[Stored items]
#####
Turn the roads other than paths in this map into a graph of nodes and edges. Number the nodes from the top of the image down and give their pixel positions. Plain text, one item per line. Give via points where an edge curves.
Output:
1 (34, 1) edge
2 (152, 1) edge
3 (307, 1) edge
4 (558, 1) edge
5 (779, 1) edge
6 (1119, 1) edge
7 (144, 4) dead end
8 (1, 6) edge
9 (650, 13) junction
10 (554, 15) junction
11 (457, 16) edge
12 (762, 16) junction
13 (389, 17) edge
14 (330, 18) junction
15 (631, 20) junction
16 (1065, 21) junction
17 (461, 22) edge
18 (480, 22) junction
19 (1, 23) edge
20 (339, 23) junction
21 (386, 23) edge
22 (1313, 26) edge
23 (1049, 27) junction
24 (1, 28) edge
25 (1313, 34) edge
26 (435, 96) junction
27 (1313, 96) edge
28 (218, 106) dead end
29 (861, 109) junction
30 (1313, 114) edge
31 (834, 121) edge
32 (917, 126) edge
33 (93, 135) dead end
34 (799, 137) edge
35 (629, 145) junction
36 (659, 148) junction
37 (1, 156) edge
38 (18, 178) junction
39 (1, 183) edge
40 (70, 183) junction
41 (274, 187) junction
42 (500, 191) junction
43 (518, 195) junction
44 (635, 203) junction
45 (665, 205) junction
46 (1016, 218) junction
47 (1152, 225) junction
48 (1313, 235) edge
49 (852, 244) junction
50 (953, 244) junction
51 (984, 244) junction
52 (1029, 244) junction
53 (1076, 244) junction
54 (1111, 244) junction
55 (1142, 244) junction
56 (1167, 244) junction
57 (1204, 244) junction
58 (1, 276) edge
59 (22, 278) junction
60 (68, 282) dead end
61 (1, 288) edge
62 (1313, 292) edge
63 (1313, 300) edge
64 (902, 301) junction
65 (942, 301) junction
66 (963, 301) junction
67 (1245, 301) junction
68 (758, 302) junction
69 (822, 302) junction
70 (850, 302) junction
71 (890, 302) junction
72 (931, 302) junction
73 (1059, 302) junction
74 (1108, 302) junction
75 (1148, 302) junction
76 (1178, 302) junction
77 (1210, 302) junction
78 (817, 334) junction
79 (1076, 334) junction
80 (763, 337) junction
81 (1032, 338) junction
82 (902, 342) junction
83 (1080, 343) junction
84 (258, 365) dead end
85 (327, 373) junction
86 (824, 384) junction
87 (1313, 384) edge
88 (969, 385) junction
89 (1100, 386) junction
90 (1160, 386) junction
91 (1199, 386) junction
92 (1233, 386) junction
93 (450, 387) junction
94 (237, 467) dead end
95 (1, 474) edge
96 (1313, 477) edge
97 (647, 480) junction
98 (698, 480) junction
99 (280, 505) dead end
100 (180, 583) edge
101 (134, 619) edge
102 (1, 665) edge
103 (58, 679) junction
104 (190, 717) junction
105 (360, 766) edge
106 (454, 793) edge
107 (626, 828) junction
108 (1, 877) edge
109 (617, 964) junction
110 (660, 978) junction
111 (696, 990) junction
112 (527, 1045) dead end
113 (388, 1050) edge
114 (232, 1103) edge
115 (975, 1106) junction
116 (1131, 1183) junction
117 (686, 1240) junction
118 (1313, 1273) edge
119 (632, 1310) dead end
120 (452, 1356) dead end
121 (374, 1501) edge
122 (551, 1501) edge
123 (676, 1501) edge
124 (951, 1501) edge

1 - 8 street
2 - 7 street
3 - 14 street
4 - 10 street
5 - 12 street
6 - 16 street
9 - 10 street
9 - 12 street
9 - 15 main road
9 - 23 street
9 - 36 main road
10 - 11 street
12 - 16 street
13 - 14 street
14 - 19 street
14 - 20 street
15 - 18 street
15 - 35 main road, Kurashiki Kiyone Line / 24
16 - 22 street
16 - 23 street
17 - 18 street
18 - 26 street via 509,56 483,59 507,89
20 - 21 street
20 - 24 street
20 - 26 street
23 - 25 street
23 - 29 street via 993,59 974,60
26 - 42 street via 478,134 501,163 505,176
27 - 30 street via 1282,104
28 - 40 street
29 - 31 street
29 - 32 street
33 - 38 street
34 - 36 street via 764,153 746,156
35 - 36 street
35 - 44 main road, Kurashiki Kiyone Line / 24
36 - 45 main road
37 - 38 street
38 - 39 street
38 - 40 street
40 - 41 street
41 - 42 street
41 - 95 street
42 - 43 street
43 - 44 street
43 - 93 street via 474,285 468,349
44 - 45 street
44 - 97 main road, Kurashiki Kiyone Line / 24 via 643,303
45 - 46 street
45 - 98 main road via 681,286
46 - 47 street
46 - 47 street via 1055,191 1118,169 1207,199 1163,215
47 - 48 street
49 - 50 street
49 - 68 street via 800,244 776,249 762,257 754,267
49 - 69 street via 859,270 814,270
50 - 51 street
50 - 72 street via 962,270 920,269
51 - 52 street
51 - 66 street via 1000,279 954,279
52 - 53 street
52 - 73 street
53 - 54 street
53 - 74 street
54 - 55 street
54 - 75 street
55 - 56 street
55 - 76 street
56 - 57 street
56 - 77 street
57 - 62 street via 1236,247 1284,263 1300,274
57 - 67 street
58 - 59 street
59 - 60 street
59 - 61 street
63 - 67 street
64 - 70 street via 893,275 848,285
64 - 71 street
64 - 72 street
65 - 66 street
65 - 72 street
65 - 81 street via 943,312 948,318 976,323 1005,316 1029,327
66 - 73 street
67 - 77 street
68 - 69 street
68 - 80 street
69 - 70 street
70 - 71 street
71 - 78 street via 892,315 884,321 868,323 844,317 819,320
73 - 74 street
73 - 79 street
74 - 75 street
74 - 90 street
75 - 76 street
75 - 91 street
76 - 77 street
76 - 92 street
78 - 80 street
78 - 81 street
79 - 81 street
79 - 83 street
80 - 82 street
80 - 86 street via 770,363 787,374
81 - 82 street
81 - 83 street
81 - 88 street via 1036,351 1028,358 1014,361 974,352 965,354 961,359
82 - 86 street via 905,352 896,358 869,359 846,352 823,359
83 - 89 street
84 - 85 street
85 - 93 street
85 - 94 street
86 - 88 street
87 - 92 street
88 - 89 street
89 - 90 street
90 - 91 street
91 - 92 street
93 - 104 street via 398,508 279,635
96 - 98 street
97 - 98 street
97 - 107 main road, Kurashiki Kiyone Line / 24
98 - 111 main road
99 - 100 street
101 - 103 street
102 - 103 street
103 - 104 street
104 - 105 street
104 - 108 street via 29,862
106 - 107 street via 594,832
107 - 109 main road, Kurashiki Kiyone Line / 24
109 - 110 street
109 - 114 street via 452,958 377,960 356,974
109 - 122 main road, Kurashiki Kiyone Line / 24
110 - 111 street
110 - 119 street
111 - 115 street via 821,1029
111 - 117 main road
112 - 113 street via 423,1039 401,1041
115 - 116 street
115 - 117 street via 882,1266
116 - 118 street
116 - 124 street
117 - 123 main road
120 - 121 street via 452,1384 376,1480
#####
_WHAT TO DO_
All records must be transcribed exactly, with none left out.

_OUTPUT FOR THIS EXERCISE_
Turn the roads other than paths in this map into a graph of nodes and edges. Number the nodes from the top of the image down and give their pixel positions. Plain text, one item per line. Give via points where an edge curves.
Output:
1 (34, 1) edge
2 (152, 1) edge
3 (307, 1) edge
4 (558, 1) edge
5 (779, 1) edge
6 (1119, 1) edge
7 (144, 4) dead end
8 (1, 6) edge
9 (650, 13) junction
10 (554, 15) junction
11 (457, 16) edge
12 (762, 16) junction
13 (389, 17) edge
14 (330, 18) junction
15 (631, 20) junction
16 (1065, 21) junction
17 (461, 22) edge
18 (480, 22) junction
19 (1, 23) edge
20 (339, 23) junction
21 (386, 23) edge
22 (1313, 26) edge
23 (1049, 27) junction
24 (1, 28) edge
25 (1313, 34) edge
26 (435, 96) junction
27 (1313, 96) edge
28 (218, 106) dead end
29 (861, 109) junction
30 (1313, 114) edge
31 (834, 121) edge
32 (917, 126) edge
33 (93, 135) dead end
34 (799, 137) edge
35 (629, 145) junction
36 (659, 148) junction
37 (1, 156) edge
38 (18, 178) junction
39 (1, 183) edge
40 (70, 183) junction
41 (274, 187) junction
42 (500, 191) junction
43 (518, 195) junction
44 (635, 203) junction
45 (665, 205) junction
46 (1016, 218) junction
47 (1152, 225) junction
48 (1313, 235) edge
49 (852, 244) junction
50 (953, 244) junction
51 (984, 244) junction
52 (1029, 244) junction
53 (1076, 244) junction
54 (1111, 244) junction
55 (1142, 244) junction
56 (1167, 244) junction
57 (1204, 244) junction
58 (1, 276) edge
59 (22, 278) junction
60 (68, 282) dead end
61 (1, 288) edge
62 (1313, 292) edge
63 (1313, 300) edge
64 (902, 301) junction
65 (942, 301) junction
66 (963, 301) junction
67 (1245, 301) junction
68 (758, 302) junction
69 (822, 302) junction
70 (850, 302) junction
71 (890, 302) junction
72 (931, 302) junction
73 (1059, 302) junction
74 (1108, 302) junction
75 (1148, 302) junction
76 (1178, 302) junction
77 (1210, 302) junction
78 (817, 334) junction
79 (1076, 334) junction
80 (763, 337) junction
81 (1032, 338) junction
82 (902, 342) junction
83 (1080, 343) junction
84 (258, 365) dead end
85 (327, 373) junction
86 (824, 384) junction
87 (1313, 384) edge
88 (969, 385) junction
89 (1100, 386) junction
90 (1160, 386) junction
91 (1199, 386) junction
92 (1233, 386) junction
93 (450, 387) junction
94 (237, 467) dead end
95 (1, 474) edge
96 (1313, 477) edge
97 (647, 480) junction
98 (698, 480) junction
99 (280, 505) dead end
100 (180, 583) edge
101 (134, 619) edge
102 (1, 665) edge
103 (58, 679) junction
104 (190, 717) junction
105 (360, 766) edge
106 (454, 793) edge
107 (626, 828) junction
108 (1, 877) edge
109 (617, 964) junction
110 (660, 978) junction
111 (696, 990) junction
112 (527, 1045) dead end
113 (388, 1050) edge
114 (232, 1103) edge
115 (975, 1106) junction
116 (1131, 1183) junction
117 (686, 1240) junction
118 (1313, 1273) edge
119 (632, 1310) dead end
120 (452, 1356) dead end
121 (374, 1501) edge
122 (551, 1501) edge
123 (676, 1501) edge
124 (951, 1501) edge

1 - 8 street
2 - 7 street
3 - 14 street
4 - 10 street
5 - 12 street
6 - 16 street
9 - 10 street
9 - 12 street
9 - 15 main road
9 - 23 street
9 - 36 main road
10 - 11 street
12 - 16 street
13 - 14 street
14 - 19 street
14 - 20 street
15 - 18 street
15 - 35 main road, Kurashiki Kiyone Line / 24
16 - 22 street
16 - 23 street
17 - 18 street
18 - 26 street via 509,56 483,59 507,89
20 - 21 street
20 - 24 street
20 - 26 street
23 - 25 street
23 - 29 street via 993,59 974,60
26 - 42 street via 478,134 501,163 505,176
27 - 30 street via 1282,104
28 - 40 street
29 - 31 street
29 - 32 street
33 - 38 street
34 - 36 street via 764,153 746,156
35 - 36 street
35 - 44 main road, Kurashiki Kiyone Line / 24
36 - 45 main road
37 - 38 street
38 - 39 street
38 - 40 street
40 - 41 street
41 - 42 street
41 - 95 street
42 - 43 street
43 - 44 street
43 - 93 street via 474,285 468,349
44 - 45 street
44 - 97 main road, Kurashiki Kiyone Line / 24 via 643,303
45 - 46 street
45 - 98 main road via 681,286
46 - 47 street
46 - 47 street via 1055,191 1118,169 1207,199 1163,215
47 - 48 street
49 - 50 street
49 - 68 street via 800,244 776,249 762,257 754,267
49 - 69 street via 859,270 814,270
50 - 51 street
50 - 72 street via 962,270 920,269
51 - 52 street
51 - 66 street via 1000,279 954,279
52 - 53 street
52 - 73 street
53 - 54 street
53 - 74 street
54 - 55 street
54 - 75 street
55 - 56 street
55 - 76 street
56 - 57 street
56 - 77 street
57 - 62 street via 1236,247 1284,263 1300,274
57 - 67 street
58 - 59 street
59 - 60 street
59 - 61 street
63 - 67 street
64 - 70 street via 893,275 848,285
64 - 71 street
64 - 72 street
65 - 66 street
65 - 72 street
65 - 81 street via 943,312 948,318 976,323 1005,316 1029,327
66 - 73 street
67 - 77 street
68 - 69 street
68 - 80 street
69 - 70 street
70 - 71 street
71 - 78 street via 892,315 884,321 868,323 844,317 819,320
73 - 74 street
73 - 79 street
74 - 75 street
74 - 90 street
75 - 76 street
75 - 91 street
76 - 77 street
76 - 92 street
78 - 80 street
78 - 81 street
79 - 81 street
79 - 83 street
80 - 82 street
80 - 86 street via 770,363 787,374
81 - 82 street
81 - 83 street
81 - 88 street via 1036,351 1028,358 1014,361 974,352 965,354 961,359
82 - 86 street via 905,352 896,358 869,359 846,352 823,359
83 - 89 street
84 - 85 street
85 - 93 street
85 - 94 street
86 - 88 street
87 - 92 street
88 - 89 street
89 - 90 street
90 - 91 street
91 - 92 street
93 - 104 street via 398,508 279,635
96 - 98 street
97 - 98 street
97 - 107 main road, Kurashiki Kiyone Line / 24
98 - 111 main road
99 - 100 street
101 - 103 street
102 - 103 street
103 - 104 street
104 - 105 street
104 - 108 street via 29,862
106 - 107 street via 594,832
107 - 109 main road, Kurashiki Kiyone Line / 24
109 - 110 street
109 - 114 street via 452,958 377,960 356,974
109 - 122 main road, Kurashiki Kiyone Line / 24
110 - 111 street
110 - 119 street
111 - 115 street via 821,1029
111 - 117 main road
112 - 113 street via 423,1039 401,1041
115 - 116 street
115 - 117 street via 882,1266
116 - 118 street
116 - 124 street
117 - 123 main road
120 - 121 street via 452,1384 376,1480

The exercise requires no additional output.